### What the exercise asks
Word for word, repeat the data; no picture should appear in the result.

### Data
◇ ◇ ◇ ◇ ◇ ◇ ◇
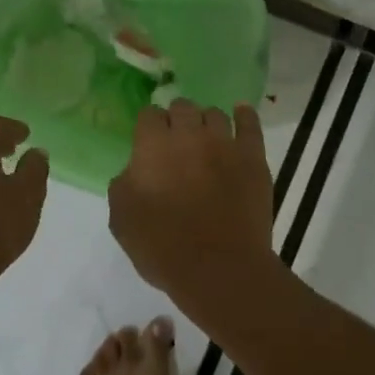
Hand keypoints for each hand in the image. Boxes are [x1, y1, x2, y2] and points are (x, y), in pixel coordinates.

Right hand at [107, 100, 276, 310]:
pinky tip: (240, 113)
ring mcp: (225, 143)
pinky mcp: (253, 157)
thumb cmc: (163, 248)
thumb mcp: (121, 220)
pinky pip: (250, 124)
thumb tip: (134, 171)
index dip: (149, 126)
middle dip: (177, 119)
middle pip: (182, 107)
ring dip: (206, 122)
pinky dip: (244, 115)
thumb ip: (123, 185)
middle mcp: (189, 135)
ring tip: (206, 138)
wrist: (219, 268)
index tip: (149, 141)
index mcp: (152, 146)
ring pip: (215, 114)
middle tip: (177, 142)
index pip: (149, 115)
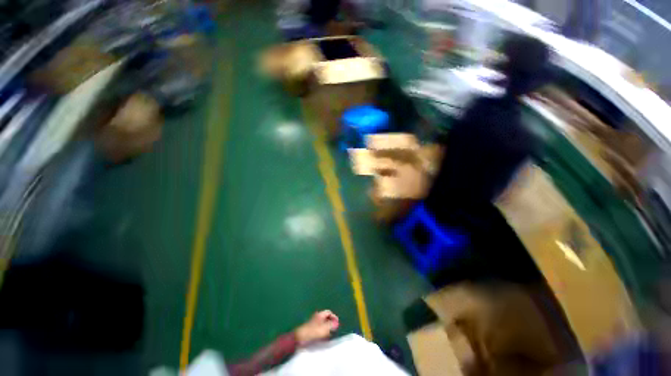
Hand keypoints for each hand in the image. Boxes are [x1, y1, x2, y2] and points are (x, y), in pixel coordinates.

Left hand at [295, 310, 338, 346]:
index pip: (329, 312)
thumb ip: (331, 325)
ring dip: (327, 328)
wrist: (300, 338)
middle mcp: (317, 317)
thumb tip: (337, 323)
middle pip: (326, 318)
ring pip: (323, 324)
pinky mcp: (311, 329)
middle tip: (334, 329)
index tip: (337, 323)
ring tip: (330, 334)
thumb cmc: (313, 331)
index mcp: (320, 314)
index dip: (334, 317)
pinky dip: (323, 332)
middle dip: (331, 323)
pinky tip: (324, 337)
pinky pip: (319, 329)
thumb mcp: (324, 328)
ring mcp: (313, 323)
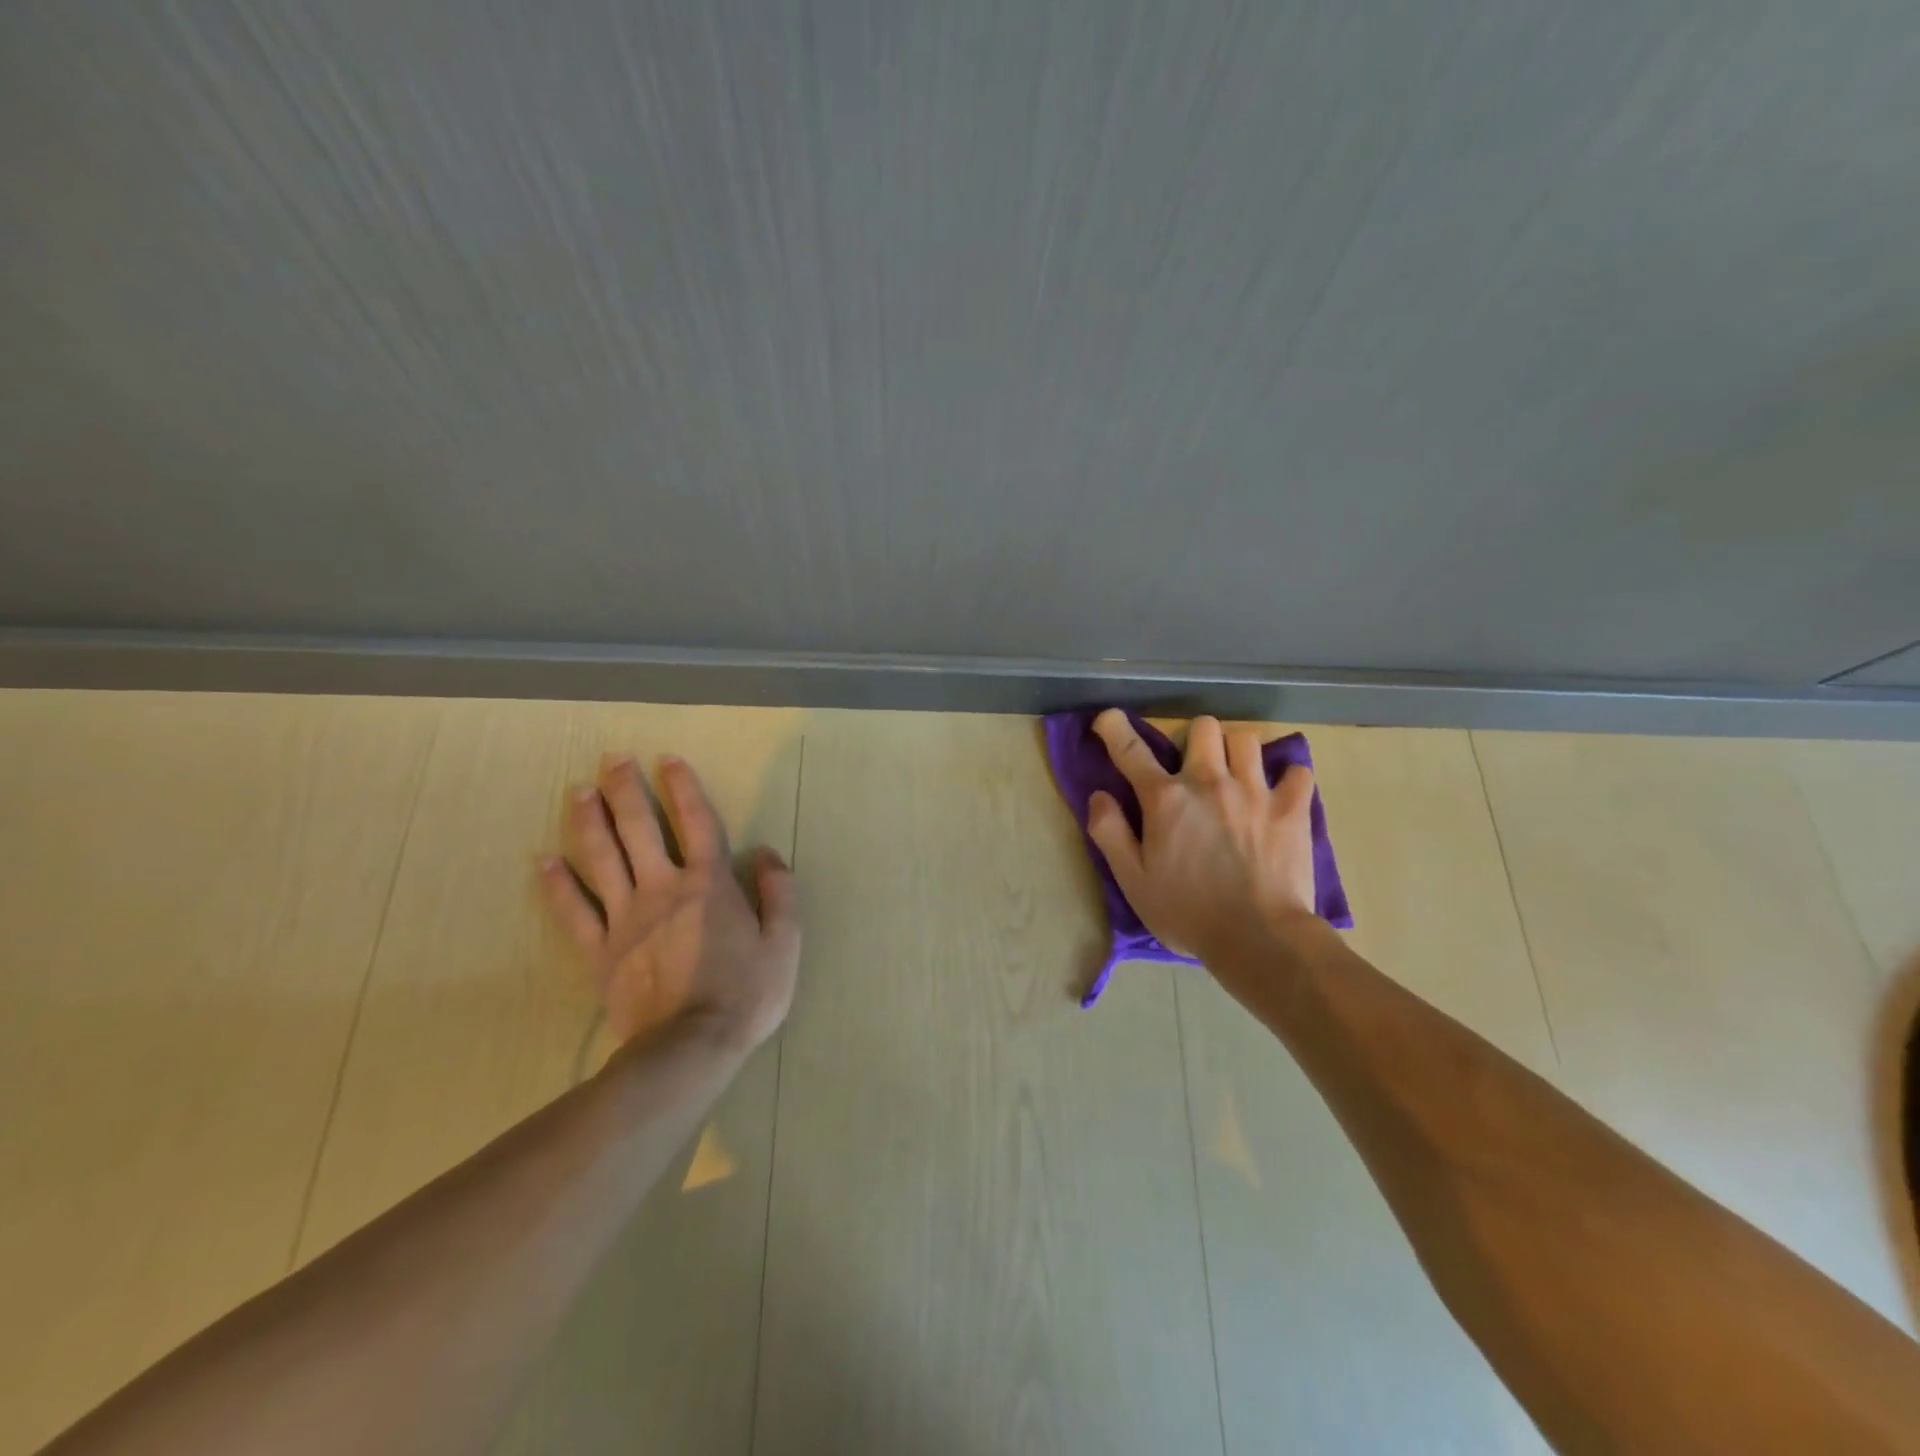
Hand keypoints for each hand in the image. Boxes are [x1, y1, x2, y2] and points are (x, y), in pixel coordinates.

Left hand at [538, 752, 800, 1050]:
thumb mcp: (783, 942)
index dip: (683, 787)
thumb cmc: (745, 994)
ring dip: (589, 821)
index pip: (697, 822)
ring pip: (602, 859)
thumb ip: (778, 892)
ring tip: (579, 791)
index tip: (668, 759)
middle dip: (626, 789)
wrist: (689, 1048)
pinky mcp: (600, 950)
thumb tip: (766, 852)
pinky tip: (543, 861)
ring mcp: (625, 918)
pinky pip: (574, 911)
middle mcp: (663, 888)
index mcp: (709, 884)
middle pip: (640, 829)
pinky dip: (558, 885)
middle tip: (612, 759)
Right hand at [1086, 710, 1316, 965]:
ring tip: (1235, 776)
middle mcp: (1208, 782)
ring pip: (1246, 739)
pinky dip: (1287, 778)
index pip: (1131, 750)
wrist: (1259, 939)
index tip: (1108, 719)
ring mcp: (1254, 791)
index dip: (1114, 728)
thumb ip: (1110, 833)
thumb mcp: (1132, 880)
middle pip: (1202, 728)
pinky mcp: (1291, 808)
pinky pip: (1296, 771)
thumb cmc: (1187, 913)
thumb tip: (1099, 795)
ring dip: (1235, 752)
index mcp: (1165, 799)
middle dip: (1193, 739)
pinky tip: (1280, 794)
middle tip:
◇ ◇ ◇ ◇ ◇ ◇ ◇
### Written response
Hand keypoints for each hand in the image. Boxes are [x1, y1, x2, y2] and points are (x, y), in pixel coordinates.

Right hand at [107, 100, 276, 310]:
pinky tip: (240, 113)
ring mcp: (225, 143)
pinky mcp: (253, 157)
thumb cmc: (163, 248)
thumb mcp: (121, 220)
pinky pip: (250, 124)
thumb tip: (134, 171)
index dip: (149, 126)
middle dip: (177, 119)
middle pip: (182, 107)
ring dip: (206, 122)
pinky dip: (244, 115)
thumb ip: (123, 185)
middle mcp: (189, 135)
ring tip: (206, 138)
wrist: (219, 268)
index tip: (149, 141)
index mcp: (152, 146)
ring pip: (215, 114)
middle tip: (177, 142)
index pip: (149, 115)
Hand keypoints for each hand in the image. Boxes are [x1, y1, x2, y2] and points are (x, y), in pixel coordinates.

Left hand at [295, 310, 338, 346]:
index pip: (329, 312)
thumb ip: (331, 325)
ring dip: (327, 328)
wrist: (300, 338)
middle mcp: (317, 317)
thumb tip: (337, 323)
middle pip: (326, 318)
ring pip: (323, 324)
pinky mcp: (311, 329)
middle tip: (334, 329)
index tip: (337, 323)
ring tip: (330, 334)
thumb cmc: (313, 331)
index mcp: (320, 314)
index dip: (334, 317)
pinky dip: (323, 332)
middle dip: (331, 323)
pinky tip: (324, 337)
pinky pip: (319, 329)
thumb mcp: (324, 328)
ring mcp: (313, 323)
Hand keypoints for each hand in the image. Boxes are [x1, y1, x2, y2] and points are (x, y), in pixel coordinates.

Left hand at [538, 752, 800, 1050]:
thumb mcp: (783, 942)
index dip: (683, 787)
thumb cmc: (745, 994)
ring dip: (589, 821)
index pip: (697, 822)
ring pip: (602, 859)
thumb ip: (778, 892)
ring tip: (579, 791)
index tip: (668, 759)
middle dip: (626, 789)
wrist: (689, 1048)
pinky mcp: (600, 950)
thumb tip: (766, 852)
pinky tip: (543, 861)
ring mcp: (625, 918)
pinky pip: (574, 911)
middle mcp: (663, 888)
index mcp: (709, 884)
middle pip: (640, 829)
pinky dip: (558, 885)
middle tip: (612, 759)
Right hand at [1086, 710, 1316, 965]:
ring tip: (1235, 776)
middle mcp: (1208, 782)
ring pip: (1246, 739)
pinky dip: (1287, 778)
index pip: (1131, 750)
wrist: (1259, 939)
index tip: (1108, 719)
ring mcp: (1254, 791)
index dip: (1114, 728)
thumb ip: (1110, 833)
thumb mcp: (1132, 880)
middle pip: (1202, 728)
pinky mcp: (1291, 808)
pinky pip: (1296, 771)
thumb cmc: (1187, 913)
thumb tip: (1099, 795)
ring dip: (1235, 752)
index mcp: (1165, 799)
middle dip: (1193, 739)
pinky tip: (1280, 794)
middle tip:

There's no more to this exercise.